Creating Statistical Models of 3D Objects:
Instead of focusing on creating a single 3D asset, our goal is to create a statistical model of an entire class of articulated 3D objects. For example, we want to create animatable 3D assets of cows, sheep, and horses that can be used in AR/VR, gaming, and content creation. To achieve this, we train a network that can predict an articulated 3D model from a single photograph of the object.
Using Synthetic Data:
In the past, reconstruction networks relied on real data. However, we propose using synthetic data generated using a 2D diffusion model, such as Stable Diffusion. Our team at the Visual Geometry Group at the University of Oxford introduces Farm3D, an addition to existing 3D generators like DreamFusion, RealFusion, and Make-a-video-3D. Farm3D allows for the creation of a diverse range of 3D assets, whether static or dynamic, from text or an image, in a much shorter timeframe.
Benefits of Using a 2D Picture Generator:
There are several benefits to using a 2D picture generator. Firstly, it produces accurate and pristine examples of the object category, which helps curate the training data and streamline learning. Secondly, it provides virtual views of each object instance, enhancing our understanding of the objects. Lastly, it eliminates the need for real data gathering, making the approach more adaptable.
Fast and Manipulable 3D Model Generation:
Our network can reconstruct an articulated 3D model in a matter of seconds, allowing for real-time manipulation, such as animation and relighting. Unlike fixed models, our approach is suitable for synthesis and analysis because it can generalize to actual pictures while only being trained on virtual input. This opens up possibilities for studying and conserving animal behaviors.
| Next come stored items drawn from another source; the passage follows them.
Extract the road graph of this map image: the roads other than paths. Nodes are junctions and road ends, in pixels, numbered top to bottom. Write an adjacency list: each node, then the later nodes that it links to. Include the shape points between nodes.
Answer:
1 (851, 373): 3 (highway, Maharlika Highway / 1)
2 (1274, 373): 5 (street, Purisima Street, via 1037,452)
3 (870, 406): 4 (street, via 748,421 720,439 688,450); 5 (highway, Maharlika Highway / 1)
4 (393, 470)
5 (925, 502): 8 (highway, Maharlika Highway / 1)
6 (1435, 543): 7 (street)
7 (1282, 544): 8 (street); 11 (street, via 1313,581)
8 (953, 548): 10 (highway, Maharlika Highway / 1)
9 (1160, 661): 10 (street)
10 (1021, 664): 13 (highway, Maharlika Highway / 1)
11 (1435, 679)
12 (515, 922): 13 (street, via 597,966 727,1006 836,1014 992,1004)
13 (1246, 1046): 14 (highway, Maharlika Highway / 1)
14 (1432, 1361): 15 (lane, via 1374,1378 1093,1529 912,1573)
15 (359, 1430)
Technical Innovations in Farm3D:
Farm3D is built on two key technical innovations. Firstly, we demonstrate how to create a large training set of clean pictures of an object category using Stable Diffusion. Secondly, we extend the Score Distillation Sampling (SDS) loss to achieve synthetic multi-view supervision. This allows us to train a photo-geometric autoencoder, which can create new artificial views of the object and improve the model’s performance.
Evaluation and Future Prospects:
Farm3D has undergone qualitative evaluation, proving its ability to produce and repair 3D models. Additionally, it performs at least as well as various baselines, even though it doesn’t rely on real images for training. This saves time and effort in data gathering and curation. The potential applications of Farm3D are vast, from semantic key point transfer to creating new 3D assets.
Conclusion:
The advancements in generative AI have opened up new possibilities for creating high-quality 3D models. By leveraging text-to-image generators and training networks with synthetic data, we can generate articulated 3D models of different object types. Farm3D is a significant step towards achieving this goal, offering fast and adaptable 3D model generation for various applications.